En el debate a que se refieren estas líneas hube de fijarme en un verbo que brotaba en catarata de la boca del Sr. López Aguilar. El verbo ir en su primera persona del plural del presente de indicativo: vamos. Aunque inicié tarde el contaje reuní en unos veinte minutos unas cuarenta menciones del «vamos». «Vamos» a superar la crisis, «vamos» a consolidar la seguridad social, «vamos» a instaurar un nueva economía, «vamos» a llevar a Europa el modelo español, «vamos» a crear empleo. Aún están sorprendidos de lo que ha ocurrido. «Vamos...». Apenas dijo «hemos hecho». Y los pocos «hemos» se referían a la barroca ley del matrimonio homosexual, a la confusión introducida en la enseñanza, a la legislación para el rapto de las ideas, a esos regalos de promoción en feria de Monipodio, como el asunto de los dos mil euros para adquirir un automóvil, cuando las condiciones y la situación para hacer válida esta última oferta son absolutamente inexistentes. El «vamos» resulta ya tan arborescente que uno se pregunta «cuándo» acontecerán tan benéficas cosas, porque las conseguidas son espuma de cerveza, pagando nosotros el casco.

Palabras, palabras... Dichas con una sonrisa de connivencia hacia los españoles a los que únicamente distrae el sonido a cobre pequeño -¡socialismo, socialismo!- como los jilgueros ladean con atención la pequeña cabeza para oir la campanilla que se balancea en la propia jaula. Ruido, ruido... Como los niños miran la estela del cohete para solazarse con las luces que se derraman en el aire que las apaga. Gestos, gestos... Como los embobados del tinglado de la antigua farsa miraban el fingimiento de Pantaleón. Y todo eso ¿para qué? He releído el poema número XVII del Tao Te Ching, que acaba con los siguientes versos: «Un gran dirigente habla poco. Y nunca lo hace sin ponderación./ Trabaja desinteresadamente,/ sin dejar rastro./ Y así, cuando acaba su cometido la gente dice:/ `Nosotros mismos nos hemos gobernado'».

Nosotros mismos... Por pretender eso hay gente en la cárcel; por perseguir ese gran objetivo humano, hay gente con sufrimiento; por creer ahora en eso escrito hace tres mil quinientos años muchos seres y pueblos son incluídos en las listas que numeran a los terroristas. Escuchaba el diálogo para avestruces en televisión y recordé a Bernard Shaw: «Sin cambios el progreso es imposible y los que no pueden cambiar sus mentes no pueden cambiar nada».

Justamente en aquel momento el Sr.
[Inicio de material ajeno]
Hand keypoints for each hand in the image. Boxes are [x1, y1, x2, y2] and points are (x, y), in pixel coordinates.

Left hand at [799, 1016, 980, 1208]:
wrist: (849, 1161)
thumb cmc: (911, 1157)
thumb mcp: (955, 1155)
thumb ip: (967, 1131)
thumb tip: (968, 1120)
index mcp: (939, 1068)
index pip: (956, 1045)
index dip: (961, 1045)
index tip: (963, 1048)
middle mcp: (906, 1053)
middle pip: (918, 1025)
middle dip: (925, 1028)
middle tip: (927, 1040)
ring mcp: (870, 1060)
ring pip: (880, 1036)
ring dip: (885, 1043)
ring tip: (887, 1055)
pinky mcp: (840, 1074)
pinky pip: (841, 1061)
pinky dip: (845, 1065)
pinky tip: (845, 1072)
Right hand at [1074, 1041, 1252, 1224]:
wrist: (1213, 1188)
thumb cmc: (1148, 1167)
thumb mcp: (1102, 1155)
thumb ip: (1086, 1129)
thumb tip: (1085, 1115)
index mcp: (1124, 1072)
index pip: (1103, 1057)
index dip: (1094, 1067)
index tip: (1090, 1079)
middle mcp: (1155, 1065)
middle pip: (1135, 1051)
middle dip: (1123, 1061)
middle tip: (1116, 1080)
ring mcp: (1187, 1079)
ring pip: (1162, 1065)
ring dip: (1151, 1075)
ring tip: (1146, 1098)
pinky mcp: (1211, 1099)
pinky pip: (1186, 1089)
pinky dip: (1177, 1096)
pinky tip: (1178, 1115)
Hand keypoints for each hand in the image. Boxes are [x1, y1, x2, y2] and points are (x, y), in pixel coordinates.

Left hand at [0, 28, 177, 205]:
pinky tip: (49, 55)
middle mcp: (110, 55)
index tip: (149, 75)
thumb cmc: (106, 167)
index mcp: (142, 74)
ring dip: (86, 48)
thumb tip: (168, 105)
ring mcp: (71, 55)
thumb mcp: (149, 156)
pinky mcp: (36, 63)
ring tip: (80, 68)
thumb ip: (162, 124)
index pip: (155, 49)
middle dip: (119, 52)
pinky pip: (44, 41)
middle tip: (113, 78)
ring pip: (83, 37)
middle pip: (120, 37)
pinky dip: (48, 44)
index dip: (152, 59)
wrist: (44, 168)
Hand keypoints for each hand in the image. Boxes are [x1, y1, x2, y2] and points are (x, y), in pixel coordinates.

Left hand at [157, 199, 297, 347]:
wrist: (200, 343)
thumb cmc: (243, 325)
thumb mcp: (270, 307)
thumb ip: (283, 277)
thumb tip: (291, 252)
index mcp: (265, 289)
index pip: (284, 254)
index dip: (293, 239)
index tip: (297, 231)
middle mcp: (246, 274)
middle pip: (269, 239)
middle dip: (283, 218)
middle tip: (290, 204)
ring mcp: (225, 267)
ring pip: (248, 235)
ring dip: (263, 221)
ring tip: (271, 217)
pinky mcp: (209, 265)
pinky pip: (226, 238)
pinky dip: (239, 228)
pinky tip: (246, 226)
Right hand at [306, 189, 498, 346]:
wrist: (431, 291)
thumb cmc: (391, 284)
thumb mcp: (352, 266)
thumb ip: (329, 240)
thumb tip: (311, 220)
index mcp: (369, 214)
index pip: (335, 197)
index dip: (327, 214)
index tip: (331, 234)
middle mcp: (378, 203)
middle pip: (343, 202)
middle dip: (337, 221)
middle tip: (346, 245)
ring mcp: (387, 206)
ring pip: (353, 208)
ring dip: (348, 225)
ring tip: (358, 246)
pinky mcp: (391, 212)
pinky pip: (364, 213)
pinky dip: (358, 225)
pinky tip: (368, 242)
López Aguilar sonrió como el César que tañía la lira ante el gran incendio y dijo: «Vamos a cambiar...». ¿Por fin? Me pareció un verbo que nos distanciaba del Gobierno. Ellos «van» a cambiar la situación y a superar el desastre, pero nosotros «venimos» ya cansados del desastre y estamos en él. Ellos prometen y nosotros sufrimos de un sufrimiento que ya es antiguo, porque el desastre estaba escrito. Pero ellos no se enteraron. Y ahora «van», pero ¿a dónde?